Лорд Генри Уоттон, как и Уайльд, — воплощение эстетства, гедонизма, эпикурейства. И праздности; оба превозносят праздность как норму жизни. Полностью первоначальное название эссе «Критик как художник» звучало так: «Истинная задача и ценность критики с некоторыми замечаниями о том, как важно ничего не делать». «Возведенное в культ безделье представляется мне достойным занятием для мужчины» — это написал в письме в «Скотс обсервер» Уайльд, но с тем же успехом мог бы обронить, лениво развалившись в кресле, и лорд Генри.
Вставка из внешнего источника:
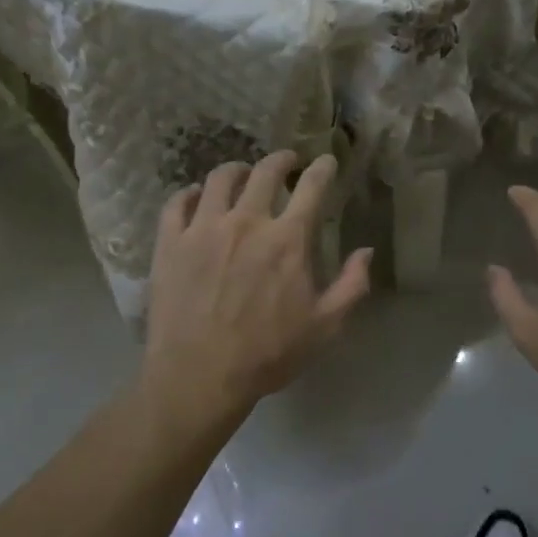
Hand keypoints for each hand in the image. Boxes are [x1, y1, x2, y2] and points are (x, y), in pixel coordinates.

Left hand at [140, 151, 372, 434]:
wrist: (198, 377)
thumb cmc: (267, 355)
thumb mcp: (325, 328)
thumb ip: (351, 285)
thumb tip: (367, 251)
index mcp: (287, 239)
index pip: (312, 187)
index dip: (322, 168)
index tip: (326, 160)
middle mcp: (247, 221)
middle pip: (265, 171)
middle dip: (281, 160)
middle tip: (286, 162)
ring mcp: (204, 228)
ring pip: (220, 178)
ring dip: (237, 170)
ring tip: (242, 174)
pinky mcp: (170, 242)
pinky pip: (177, 202)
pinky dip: (191, 193)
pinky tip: (197, 197)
Тут, впрочем, сходство между автором и одним из его главных героев, признаемся, натянуто. Лорд Генри ленив, как сказали бы сегодня, «по жизни». Уайльд же «играет лень», для него это, скорее, поза: язык не повернется назвать ленивым человека, который в одном только 1891 году выпустил четыре книги и сочинил две пьесы. Верно, Уайльд намного «продуктивнее» своего героя, но в остальном очень на него похож. Лорд Генри, как и Уайльд, предпочитает мужское общество женскому. Он не слишком страдает, когда от него уходит жена, постоянный круг его общения, как и для Уайльда, — мужчины, причем мужчины молодые, которых он учит жизни. В эти годы и Уайльд для многих юных творческих натур, большей частью выпускников университетов, своих эпигонов, также играл роль лорда Генри, был учителем — и искусства, и жизни, считался богом и этим пользовался. Для лорда Генри, как и для Уайльда, мысль — это всегда увлекательная, парадоксальная игра ума. И для того, и для другого красота и мораль не имеют никаких точек соприкосновения. В своих нравоучительных монологах лорд Генри почти дословно воспроизводит идеи Уайльда из «Души человека при социализме», из «Упадка лжи» или из эссе «Критик как художник», вслед за Уайльдом рассуждает о «неоспоримой Красоте», о ее «высшем праве», о том, что «подлинный секрет счастья — в искании Красоты». Повторяет теорию Уайльда о расплате за излишество и самоограничение. При этом отношение автора к своему герою при всем их сходстве не лишено известной иронии: лорд Генри — это, быть может, не столько Уайльд, сколько карикатура на Уайльда. И на уайльдов. Если угодно — автопародия. Когда-то, еще в Америке, Уайльд наряжался под Банторна. Теперь «наряжается» под лорда Генри Уоттона.